From: Jann Horn <jannh@google.com>
To: Lorenzo Stoakes <lorenzo.stoakes@oracle.com>
Cc: Pedro Falcato <pfalcato@suse.de>,
syzbot <syzbot+20ed41006cf9d842c2b5@syzkaller.appspotmail.com>,
Liam.Howlett@oracle.com, akpm@linux-foundation.org,
linux-kernel@vger.kernel.org, linux-mm@kvack.org,
syzkaller-bugs@googlegroups.com, vbabka@suse.cz
Subject: Re: [syzbot] [mm?] BUG: unable to handle kernel paging request in vma_merge_existing_range
Date: Fri, 21 Mar 2025 00:04:42 +0100 [thread overview]
Message-ID: <CAG48ez0JUBPrb5Mh13Z__OeQ+w+uuhfEmj2FRReCpCT-2O-uyw@mail.gmail.com> (raw)
In-Reply-To: <332b3149-0e84-4bf8-9542-89d68b0a9680@lucifer.local>
On Thu, Mar 20, 2025 at 9:53 PM Lorenzo Stoakes
<lorenzo.stoakes@oracle.com> wrote:
> On Thu, Mar 20, 2025 at 09:11:33PM +0100, Jann Horn wrote:
> > On Thu, Mar 20, 2025 at 9:02 PM Pedro Falcato <pfalcato@suse.de> wrote:
> > > On Thu, Mar 20, 2025 at 12:09:36PM -0700, syzbot wrote:
[...]
> > > Ahh, fun bug. This *seems* to be the bug:
> > >
> > > First, in vma_modify:
> > >
> > > merged = vma_merge_existing_range(vmg);
> > > if (merged)
> > > return merged;
> > > if (vmg_nomem(vmg))
> > > return ERR_PTR(-ENOMEM);
> > >
> > > then, all the way up to userfaultfd_release_all (the return value propagates
> > > vma_modify -> vma_modify_flags_uffd -> userfaultfd_clear_vma):
[...]
> > > diff --git a/mm/vma.c b/mm/vma.c
> > > index 71ca012c616c..b2167b7dc27d 100644
> > > --- a/mm/vma.c
> > > +++ b/mm/vma.c
> > > @@ -1517,8 +1517,16 @@ static struct vm_area_struct *vma_modify(struct vma_merge_struct *vmg)

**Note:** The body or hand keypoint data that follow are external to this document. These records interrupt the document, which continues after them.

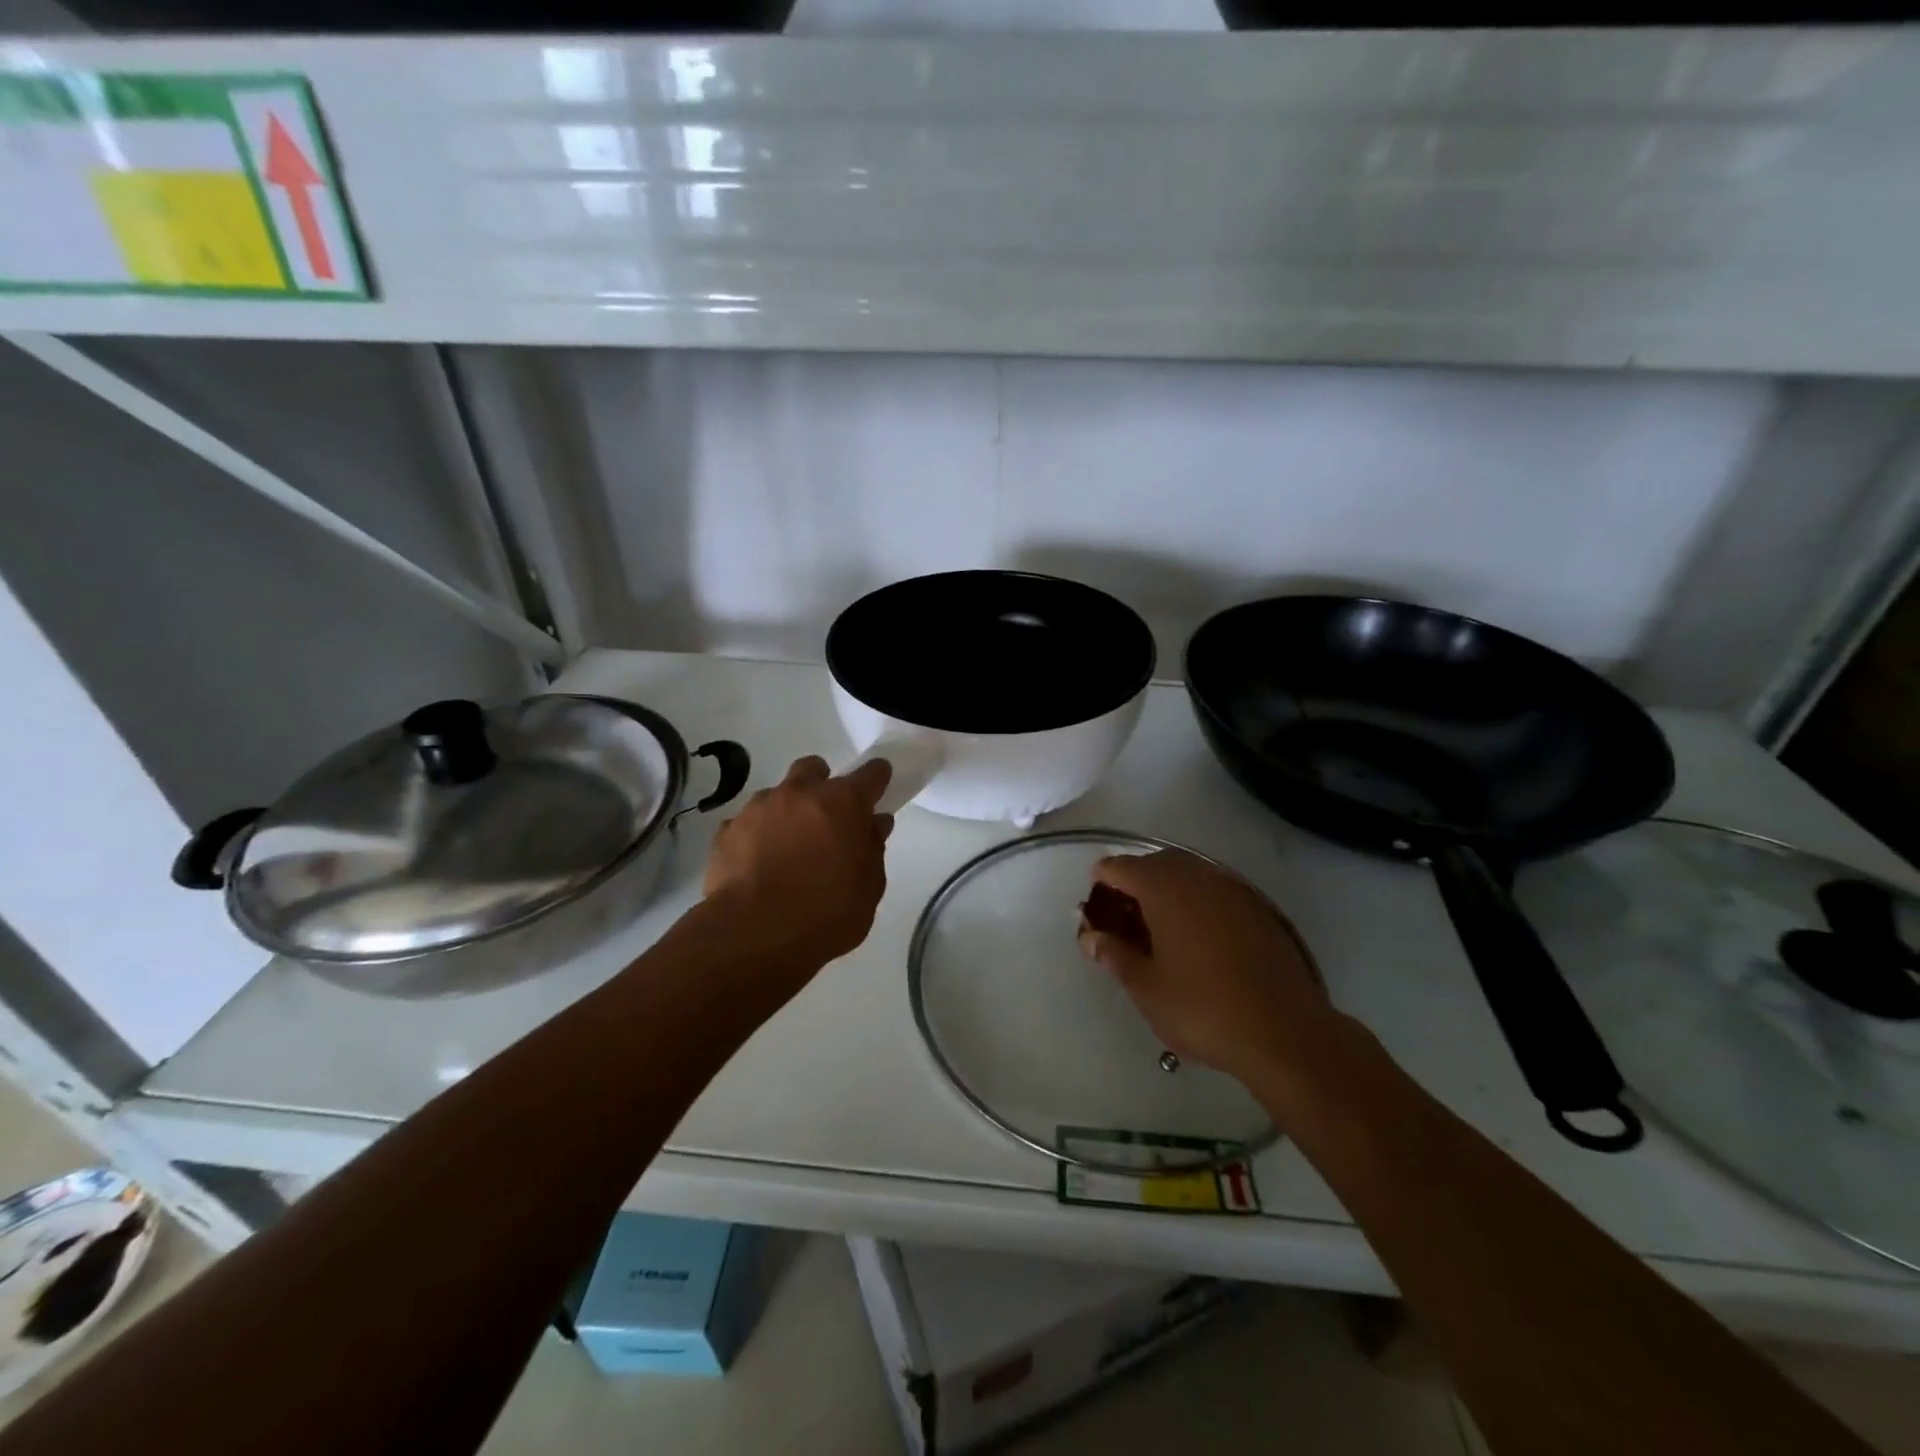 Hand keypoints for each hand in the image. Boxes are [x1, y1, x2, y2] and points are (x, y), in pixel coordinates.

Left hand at [703, 756, 893, 970]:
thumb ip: (873, 848)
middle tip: (826, 817)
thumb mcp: (869, 887)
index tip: (879, 787)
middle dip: (822, 784)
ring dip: (787, 811)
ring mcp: (758, 808)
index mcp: (843, 802)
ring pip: (777, 794)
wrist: (755, 934)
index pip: (870, 774)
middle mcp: (800, 794)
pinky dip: (756, 835)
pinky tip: (758, 865)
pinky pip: (747, 823)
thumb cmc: (827, 912)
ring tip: (787, 847)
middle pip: (814, 769)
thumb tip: (875, 823)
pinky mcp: (726, 830)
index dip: (877, 778)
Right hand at [1078, 849, 1332, 1082]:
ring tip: (1159, 927)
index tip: (1095, 908)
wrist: (1286, 1033)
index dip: (1101, 882)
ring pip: (1189, 873)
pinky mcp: (1259, 909)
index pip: (1120, 867)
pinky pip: (1216, 890)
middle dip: (1134, 881)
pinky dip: (1197, 900)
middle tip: (1124, 918)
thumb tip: (1091, 937)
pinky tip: (1197, 936)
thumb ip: (1114, 955)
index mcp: (1165, 890)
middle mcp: (1199, 877)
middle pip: (1155, 862)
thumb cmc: (1203, 1009)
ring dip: (1167, 888)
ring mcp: (1233, 890)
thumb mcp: (1146, 988)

> > > merged = vma_merge_existing_range(vmg);
> > > if (merged)
> > > return merged;
> > > - if (vmg_nomem(vmg))
> > > + if (vmg_nomem(vmg)) {
> > > + /* If we can avoid failing the whole modification
> > > + * due to a merge OOM and validly keep going
> > > + * (we're modifying the whole VMA), return vma intact.
> > > + * It won't get merged, but such is life - we're avoiding
> > > + * OOM conditions in other parts of mm/ this way */
> > > + if (start <= vma->vm_start && end >= vma->vm_end)
> > > + return vma;
>
> I do not like this solution at all, sorry.
>
> I mean I get what you're doing and it's smart to try to find a means out of
> this in general :) but let me explain my reasoning:
>
> For one this is uffd's fault, and the fix clearly needs to be there.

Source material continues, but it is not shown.